U.S. relations with Iraq have undoubtedly worsened under President Donald Trump, not least when the country was added—although later removed—from Trump's so-called travel ban on six Muslim majority countries last year.

And the latest revelations of Trump's private comments about Iraqi officials are unlikely to smooth things over: It has emerged that after an Iraqi delegation visited the president in the Oval Office last year, Trump described them as "the most accomplished groups of thieves he'd ever met," a former U.S. official told The Washington Post.

The comment was made in jest, the official said, but Trump appeared to suggest that the Iraqis had stolen from the U.S. Washington has given $1.7 billion in humanitarian assistance to Iraq since 2014 to help its war-ravaged infrastructure and economy.

It was not the first time Trump accused Iraqis of stealing from U.S. coffers. At a 2016 presidential campaign rally, he said, "Iraq, crooked as hell. How about bringing baskets of money—millions and millions of dollars—and handing it out?

"I want to know who were the soldiers that had that job, because I think they're living very well right now, whoever they may be."

Relations between Washington and Baghdad have been strained since Trump announced that Iraqi citizens would be banned from traveling to the U.S. under the travel ban he issued in January 2017. He exempted Iraq from the ban in March 2017, after protests by the Iraqi government.

Baghdad felt betrayed by the Trump administration at a time when the country served as a key ally in the battle to defeat the Islamic State militant group (ISIS) and end its territorial hold in western and northern Iraq.
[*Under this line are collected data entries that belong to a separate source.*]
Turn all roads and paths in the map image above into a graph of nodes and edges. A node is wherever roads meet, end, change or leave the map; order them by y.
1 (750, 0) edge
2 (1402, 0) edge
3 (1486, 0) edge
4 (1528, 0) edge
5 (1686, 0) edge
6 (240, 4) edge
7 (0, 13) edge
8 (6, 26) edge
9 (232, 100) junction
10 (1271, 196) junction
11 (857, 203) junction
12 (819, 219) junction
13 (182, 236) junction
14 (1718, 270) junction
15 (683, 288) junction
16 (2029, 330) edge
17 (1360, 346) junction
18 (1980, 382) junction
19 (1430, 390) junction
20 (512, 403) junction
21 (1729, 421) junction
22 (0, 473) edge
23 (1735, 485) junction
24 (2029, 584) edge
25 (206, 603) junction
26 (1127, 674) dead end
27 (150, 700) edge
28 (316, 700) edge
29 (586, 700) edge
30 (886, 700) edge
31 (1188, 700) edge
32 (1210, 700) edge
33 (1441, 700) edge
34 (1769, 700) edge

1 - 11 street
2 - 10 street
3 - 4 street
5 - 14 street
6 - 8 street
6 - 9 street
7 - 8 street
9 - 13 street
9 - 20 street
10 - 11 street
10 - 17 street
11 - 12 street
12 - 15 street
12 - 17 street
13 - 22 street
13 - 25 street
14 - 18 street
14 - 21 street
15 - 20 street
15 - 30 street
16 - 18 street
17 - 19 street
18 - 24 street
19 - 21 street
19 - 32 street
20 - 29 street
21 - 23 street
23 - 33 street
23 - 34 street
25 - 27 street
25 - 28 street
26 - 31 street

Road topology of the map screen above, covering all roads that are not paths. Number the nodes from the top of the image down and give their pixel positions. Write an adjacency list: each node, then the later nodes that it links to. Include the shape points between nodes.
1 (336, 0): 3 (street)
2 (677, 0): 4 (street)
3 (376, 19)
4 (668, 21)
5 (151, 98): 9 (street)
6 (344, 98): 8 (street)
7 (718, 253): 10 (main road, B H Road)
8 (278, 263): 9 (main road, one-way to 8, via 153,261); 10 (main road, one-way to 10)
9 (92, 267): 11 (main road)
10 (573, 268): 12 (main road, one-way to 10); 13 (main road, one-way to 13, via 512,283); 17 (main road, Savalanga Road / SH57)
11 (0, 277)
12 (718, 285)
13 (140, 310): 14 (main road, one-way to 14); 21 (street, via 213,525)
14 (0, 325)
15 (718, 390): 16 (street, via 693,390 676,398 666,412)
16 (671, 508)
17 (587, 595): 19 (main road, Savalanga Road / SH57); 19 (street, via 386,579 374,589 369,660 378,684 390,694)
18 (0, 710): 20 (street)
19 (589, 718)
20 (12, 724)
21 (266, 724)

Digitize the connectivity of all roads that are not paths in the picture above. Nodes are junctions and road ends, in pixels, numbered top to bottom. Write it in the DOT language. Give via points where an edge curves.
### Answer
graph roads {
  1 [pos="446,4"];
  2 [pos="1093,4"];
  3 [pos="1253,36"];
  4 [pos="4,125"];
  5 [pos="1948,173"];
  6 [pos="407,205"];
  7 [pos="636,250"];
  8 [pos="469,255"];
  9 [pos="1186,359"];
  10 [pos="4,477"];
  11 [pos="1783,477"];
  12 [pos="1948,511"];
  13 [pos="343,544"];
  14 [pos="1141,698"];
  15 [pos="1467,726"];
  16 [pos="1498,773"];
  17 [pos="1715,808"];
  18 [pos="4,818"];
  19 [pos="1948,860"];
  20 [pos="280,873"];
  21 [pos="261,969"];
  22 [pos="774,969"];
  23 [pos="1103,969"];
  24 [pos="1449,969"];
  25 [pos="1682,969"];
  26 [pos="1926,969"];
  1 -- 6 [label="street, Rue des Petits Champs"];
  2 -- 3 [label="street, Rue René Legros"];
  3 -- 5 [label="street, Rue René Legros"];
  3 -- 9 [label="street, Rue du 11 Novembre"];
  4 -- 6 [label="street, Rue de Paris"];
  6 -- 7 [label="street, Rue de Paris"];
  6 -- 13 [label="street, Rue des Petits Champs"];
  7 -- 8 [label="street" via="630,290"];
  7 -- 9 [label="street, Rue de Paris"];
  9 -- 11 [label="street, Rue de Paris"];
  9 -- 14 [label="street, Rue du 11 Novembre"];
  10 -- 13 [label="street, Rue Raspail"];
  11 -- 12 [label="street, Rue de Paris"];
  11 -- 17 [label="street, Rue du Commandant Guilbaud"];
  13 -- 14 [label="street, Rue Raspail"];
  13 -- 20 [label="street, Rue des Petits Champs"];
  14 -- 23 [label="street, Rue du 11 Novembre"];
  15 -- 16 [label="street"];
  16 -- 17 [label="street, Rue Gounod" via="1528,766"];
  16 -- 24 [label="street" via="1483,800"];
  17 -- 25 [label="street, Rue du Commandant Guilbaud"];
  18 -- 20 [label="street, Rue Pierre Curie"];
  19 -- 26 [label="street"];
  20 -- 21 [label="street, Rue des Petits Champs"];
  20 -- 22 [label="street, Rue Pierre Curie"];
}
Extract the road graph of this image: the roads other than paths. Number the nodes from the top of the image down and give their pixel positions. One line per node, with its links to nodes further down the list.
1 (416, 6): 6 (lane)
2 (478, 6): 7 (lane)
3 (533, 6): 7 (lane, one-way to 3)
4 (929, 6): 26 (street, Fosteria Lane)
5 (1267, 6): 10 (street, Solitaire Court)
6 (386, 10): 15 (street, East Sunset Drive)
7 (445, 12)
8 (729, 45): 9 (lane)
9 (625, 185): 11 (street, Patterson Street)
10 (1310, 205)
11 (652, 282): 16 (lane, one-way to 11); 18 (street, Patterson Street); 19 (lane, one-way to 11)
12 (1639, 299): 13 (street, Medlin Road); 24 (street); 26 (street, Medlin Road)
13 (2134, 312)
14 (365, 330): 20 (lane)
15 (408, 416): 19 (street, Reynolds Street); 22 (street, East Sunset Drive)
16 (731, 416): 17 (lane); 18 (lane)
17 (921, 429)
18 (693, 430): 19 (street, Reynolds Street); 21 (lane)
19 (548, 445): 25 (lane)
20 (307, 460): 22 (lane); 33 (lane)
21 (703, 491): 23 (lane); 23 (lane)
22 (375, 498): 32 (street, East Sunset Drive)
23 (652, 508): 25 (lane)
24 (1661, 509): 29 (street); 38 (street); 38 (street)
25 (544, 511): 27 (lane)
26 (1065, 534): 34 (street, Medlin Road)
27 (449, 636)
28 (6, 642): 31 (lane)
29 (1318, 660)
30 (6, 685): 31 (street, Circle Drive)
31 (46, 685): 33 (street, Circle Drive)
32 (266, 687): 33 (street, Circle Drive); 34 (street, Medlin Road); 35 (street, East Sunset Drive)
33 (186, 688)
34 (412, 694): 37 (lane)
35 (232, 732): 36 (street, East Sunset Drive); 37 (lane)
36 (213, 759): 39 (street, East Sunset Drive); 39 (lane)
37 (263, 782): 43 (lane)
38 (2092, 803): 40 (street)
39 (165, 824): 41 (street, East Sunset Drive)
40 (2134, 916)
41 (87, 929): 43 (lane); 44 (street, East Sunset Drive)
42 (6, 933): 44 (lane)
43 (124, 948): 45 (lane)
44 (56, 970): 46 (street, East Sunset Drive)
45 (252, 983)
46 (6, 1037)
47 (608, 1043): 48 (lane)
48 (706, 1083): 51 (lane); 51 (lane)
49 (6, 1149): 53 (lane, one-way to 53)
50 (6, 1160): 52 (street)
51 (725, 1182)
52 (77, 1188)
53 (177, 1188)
The U.S. formed an international coalition to work with the Iraqi military and oust the jihadi group from the population centers, such as Ramadi, Tikrit, Mosul and Fallujah, it overran from the beginning of 2014 onward.

After his January 2017 inauguration, Trump suggested that the U.S. "should have kept the oil" after its forces invaded Iraq in 2003. "Maybe we'll have another chance," he said in his first speech at the CIA headquarters, Foreign Policy reported.

In December, he declared victory over ISIS after more than three years of an air and ground campaign to defeat the group.

"We've won in Syria, we've won in Iraq, but they spread to other areas, and we're getting them as fast as they spread," he said at the White House.